Work out how many lines below contain "change". Provide only the figure.

--- INFORMATION SUPPLIED Enclosed Below ---

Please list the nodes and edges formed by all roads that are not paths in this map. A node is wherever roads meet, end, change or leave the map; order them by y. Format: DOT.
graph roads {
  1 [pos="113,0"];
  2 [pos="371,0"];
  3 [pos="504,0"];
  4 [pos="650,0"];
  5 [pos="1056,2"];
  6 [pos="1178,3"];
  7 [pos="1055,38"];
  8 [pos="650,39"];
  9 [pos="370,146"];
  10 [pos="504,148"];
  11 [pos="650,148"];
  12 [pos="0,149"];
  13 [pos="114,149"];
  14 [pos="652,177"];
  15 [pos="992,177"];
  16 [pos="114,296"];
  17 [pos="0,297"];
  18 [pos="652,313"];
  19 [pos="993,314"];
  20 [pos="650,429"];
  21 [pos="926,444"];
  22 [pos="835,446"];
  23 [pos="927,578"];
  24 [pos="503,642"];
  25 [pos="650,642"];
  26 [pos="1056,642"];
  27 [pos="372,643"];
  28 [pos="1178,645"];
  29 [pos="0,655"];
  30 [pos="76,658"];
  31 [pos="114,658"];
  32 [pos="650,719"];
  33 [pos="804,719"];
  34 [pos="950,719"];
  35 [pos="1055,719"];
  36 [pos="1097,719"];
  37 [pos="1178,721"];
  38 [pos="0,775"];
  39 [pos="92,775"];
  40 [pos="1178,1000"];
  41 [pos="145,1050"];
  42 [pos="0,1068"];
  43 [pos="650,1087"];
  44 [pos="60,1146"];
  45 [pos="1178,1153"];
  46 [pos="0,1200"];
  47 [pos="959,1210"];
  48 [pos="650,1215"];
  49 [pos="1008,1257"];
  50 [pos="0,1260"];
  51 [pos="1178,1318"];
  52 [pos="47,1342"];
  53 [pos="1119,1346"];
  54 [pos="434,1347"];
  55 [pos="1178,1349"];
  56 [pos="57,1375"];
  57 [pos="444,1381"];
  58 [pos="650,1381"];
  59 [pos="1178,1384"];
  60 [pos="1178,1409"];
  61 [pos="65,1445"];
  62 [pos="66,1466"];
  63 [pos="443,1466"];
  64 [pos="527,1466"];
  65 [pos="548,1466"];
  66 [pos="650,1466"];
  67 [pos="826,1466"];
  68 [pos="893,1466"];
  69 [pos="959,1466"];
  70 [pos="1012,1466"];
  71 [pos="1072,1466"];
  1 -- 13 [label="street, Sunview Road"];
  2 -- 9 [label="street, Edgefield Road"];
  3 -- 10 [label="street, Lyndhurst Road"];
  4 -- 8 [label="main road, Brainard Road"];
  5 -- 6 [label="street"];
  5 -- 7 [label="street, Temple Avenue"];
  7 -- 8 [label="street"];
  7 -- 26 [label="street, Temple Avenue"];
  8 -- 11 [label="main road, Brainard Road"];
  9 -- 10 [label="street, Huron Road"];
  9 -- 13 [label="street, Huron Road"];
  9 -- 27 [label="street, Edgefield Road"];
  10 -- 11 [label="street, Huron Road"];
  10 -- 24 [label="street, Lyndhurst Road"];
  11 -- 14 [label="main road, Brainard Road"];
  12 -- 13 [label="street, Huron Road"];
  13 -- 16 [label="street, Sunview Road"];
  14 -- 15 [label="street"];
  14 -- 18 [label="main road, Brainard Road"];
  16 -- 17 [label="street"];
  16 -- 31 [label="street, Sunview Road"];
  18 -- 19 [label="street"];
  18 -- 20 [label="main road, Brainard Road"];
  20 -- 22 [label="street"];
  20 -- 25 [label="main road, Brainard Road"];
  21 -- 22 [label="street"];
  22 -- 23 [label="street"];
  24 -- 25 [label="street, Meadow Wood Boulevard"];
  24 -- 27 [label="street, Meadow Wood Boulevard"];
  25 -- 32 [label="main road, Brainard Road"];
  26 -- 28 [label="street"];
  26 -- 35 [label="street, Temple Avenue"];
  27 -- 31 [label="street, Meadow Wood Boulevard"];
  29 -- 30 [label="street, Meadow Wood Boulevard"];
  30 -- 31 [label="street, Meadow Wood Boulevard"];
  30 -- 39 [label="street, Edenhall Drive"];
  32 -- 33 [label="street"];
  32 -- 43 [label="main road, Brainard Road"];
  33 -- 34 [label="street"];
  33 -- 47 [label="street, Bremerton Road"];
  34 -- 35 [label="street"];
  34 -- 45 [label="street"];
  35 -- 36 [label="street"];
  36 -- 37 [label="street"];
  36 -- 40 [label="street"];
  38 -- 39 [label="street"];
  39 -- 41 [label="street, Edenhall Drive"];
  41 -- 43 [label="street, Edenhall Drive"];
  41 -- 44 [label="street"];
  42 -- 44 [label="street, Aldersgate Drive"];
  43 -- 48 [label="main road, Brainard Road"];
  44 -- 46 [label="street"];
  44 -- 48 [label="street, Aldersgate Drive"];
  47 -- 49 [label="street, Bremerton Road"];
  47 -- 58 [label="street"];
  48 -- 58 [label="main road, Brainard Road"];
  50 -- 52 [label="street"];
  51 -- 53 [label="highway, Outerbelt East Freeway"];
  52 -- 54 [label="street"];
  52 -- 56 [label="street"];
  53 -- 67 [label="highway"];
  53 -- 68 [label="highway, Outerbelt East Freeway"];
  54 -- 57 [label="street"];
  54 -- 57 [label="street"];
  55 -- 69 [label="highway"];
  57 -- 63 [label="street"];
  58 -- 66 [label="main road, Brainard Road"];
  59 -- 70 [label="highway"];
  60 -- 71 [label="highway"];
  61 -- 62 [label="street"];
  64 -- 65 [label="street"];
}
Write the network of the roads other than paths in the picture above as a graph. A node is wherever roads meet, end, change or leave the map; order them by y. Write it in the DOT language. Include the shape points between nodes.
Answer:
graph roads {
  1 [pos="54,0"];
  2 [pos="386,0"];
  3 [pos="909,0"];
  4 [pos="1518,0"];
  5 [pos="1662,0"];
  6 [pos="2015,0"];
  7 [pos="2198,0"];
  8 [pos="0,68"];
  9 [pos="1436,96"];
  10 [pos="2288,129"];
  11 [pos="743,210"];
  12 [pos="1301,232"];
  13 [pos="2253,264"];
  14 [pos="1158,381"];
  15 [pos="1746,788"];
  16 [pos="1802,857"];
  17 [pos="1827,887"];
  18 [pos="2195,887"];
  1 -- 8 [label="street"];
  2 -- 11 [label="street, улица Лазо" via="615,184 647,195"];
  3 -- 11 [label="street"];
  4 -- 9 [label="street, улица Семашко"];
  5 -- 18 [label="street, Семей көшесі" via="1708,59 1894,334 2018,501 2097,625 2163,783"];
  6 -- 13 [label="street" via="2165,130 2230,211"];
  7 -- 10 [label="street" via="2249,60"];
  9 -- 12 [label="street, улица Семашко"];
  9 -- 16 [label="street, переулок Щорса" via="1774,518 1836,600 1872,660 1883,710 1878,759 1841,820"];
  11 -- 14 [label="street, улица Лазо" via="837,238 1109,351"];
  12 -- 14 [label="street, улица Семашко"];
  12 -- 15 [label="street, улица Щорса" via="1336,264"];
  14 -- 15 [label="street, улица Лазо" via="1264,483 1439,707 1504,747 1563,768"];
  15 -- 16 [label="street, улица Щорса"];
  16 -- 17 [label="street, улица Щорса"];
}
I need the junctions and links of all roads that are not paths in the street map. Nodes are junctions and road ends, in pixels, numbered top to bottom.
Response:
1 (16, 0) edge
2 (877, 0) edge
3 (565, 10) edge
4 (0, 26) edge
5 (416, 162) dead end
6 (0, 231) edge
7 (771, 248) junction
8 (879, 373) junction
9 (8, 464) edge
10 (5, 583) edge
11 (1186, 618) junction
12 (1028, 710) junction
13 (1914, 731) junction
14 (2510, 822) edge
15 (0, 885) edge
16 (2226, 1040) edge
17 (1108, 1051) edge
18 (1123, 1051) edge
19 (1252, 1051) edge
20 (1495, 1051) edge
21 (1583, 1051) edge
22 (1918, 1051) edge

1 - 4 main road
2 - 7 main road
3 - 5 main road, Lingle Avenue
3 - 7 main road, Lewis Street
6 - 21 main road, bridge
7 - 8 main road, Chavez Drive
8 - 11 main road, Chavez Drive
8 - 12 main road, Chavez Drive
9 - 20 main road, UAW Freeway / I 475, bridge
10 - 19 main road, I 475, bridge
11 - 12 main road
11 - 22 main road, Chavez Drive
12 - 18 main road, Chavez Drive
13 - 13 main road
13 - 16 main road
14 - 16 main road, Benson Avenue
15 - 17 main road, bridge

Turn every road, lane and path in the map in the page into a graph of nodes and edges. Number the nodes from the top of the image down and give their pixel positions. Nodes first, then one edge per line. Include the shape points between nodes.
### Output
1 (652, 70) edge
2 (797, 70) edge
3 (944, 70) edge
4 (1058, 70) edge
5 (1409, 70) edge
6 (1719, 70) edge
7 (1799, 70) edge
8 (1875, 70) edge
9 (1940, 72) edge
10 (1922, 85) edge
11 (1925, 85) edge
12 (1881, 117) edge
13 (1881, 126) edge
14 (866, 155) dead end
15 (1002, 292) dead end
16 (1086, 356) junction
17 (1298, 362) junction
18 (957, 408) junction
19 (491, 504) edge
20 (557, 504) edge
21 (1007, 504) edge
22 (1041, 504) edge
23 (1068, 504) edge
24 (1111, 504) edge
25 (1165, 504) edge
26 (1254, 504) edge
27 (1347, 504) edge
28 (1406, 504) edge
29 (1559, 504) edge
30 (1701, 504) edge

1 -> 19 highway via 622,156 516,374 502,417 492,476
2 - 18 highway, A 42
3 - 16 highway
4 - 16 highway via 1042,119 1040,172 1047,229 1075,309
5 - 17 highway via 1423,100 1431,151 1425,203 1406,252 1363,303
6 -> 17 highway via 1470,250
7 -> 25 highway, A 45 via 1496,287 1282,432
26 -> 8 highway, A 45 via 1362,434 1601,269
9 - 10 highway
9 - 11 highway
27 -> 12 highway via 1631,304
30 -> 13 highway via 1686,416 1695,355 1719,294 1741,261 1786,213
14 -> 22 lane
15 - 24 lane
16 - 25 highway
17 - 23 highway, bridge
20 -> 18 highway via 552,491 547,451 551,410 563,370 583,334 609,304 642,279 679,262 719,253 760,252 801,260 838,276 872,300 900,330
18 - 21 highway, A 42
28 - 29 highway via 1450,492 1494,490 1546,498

--- End of Enclosed INFORMATION SUPPLIED ---

▶ [TASK OUTPUT]: 2